Na miejsce wezwane zostały trzy zastępy strażaków. Gdy strażacy otworzyli mieszkanie, na ziemi leżała starsza kobieta. Jak udało nam się ustalić, na miejscu obecny był także pracownik MOPRu.
Z nieoficjalnych informacji wynika, że kobieta nie potrzebowała pomocy ratowników medycznych.
O szczegóły dotyczące czwartkowego zdarzenia, poprosiliśmy oficera prasowego PSP w Świnoujściu - mł. kpt. Marcina Kubasa.
- Nasze działania trwały od godziny 12.22 do 12.43. Na miejsce wysłane zostały trzy zastępy. Nasze działania polegały na zabezpieczeniu miejsca zdarzenia i otwarciu pomieszczenia - informuje mł. kpt. Marcin Kubas.
A co robił tam mopr?
To trzeba wysylac az 3-Straze Pozarne, zamiast jednej karetki ?? Gdzie tu sens, a gdzie logika.

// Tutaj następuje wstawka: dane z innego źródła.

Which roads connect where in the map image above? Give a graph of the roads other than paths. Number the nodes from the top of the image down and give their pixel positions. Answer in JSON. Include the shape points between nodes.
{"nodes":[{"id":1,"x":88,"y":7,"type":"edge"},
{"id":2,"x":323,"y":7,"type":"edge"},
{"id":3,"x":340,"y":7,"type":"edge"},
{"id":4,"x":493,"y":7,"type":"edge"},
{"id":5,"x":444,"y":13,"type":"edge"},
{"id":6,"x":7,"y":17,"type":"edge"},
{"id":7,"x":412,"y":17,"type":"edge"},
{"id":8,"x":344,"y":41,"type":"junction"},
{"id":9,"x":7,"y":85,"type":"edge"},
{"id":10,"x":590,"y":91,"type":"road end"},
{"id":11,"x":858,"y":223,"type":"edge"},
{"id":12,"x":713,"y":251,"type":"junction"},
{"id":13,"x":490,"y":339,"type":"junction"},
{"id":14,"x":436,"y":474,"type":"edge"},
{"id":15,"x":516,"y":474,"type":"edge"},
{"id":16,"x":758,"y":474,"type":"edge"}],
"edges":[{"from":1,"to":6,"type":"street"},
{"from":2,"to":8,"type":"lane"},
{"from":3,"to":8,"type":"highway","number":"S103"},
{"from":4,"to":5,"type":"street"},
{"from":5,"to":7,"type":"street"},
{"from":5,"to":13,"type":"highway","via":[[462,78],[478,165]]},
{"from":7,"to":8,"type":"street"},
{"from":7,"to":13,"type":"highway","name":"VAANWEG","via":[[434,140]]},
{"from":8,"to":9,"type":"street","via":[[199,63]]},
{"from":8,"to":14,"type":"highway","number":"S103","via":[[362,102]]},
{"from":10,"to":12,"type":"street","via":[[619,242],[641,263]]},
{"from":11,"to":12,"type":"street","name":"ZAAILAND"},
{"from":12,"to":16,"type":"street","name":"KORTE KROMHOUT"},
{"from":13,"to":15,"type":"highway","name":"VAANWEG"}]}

gdzie byla w tym czasie sluzba celna, straz ochrony kolei, straz graniczna uzednicy zus, i us.
kto za to placi, ta kobieta odrzuca pomoc na klatce schodowej a ttutaj takie powazne sluzby, smiech na sali.
ciekawe za jaką pensje strażacy są na każde zawołanie w kompetencji nie do swojego zawodu. Brawo chłopaki, uznanie dla was . Oby to opłacalo się wam
Gratulacje dla straży za udzielenie pomocy, ale Policja też się starała.Tylko nikt nie rozumie że najlepsza pomoc medyczna to pogotowie, brakuje nam jednej karetki i to nie jest wina Policji a Urzędu Miasta bo nie chce dać pieniędzy na nową karetke.
Proponuję zlikwidować milicję, pogotowie, straż miejską, wojsko. W naszym mieście jedynie kto pomaga mieszkańcom, przyjezdnym, to STRAŻ POŻARNA. PS. Mało tego że ratują, pomagają ludziom, to jeszcze ratują zwierzaki!!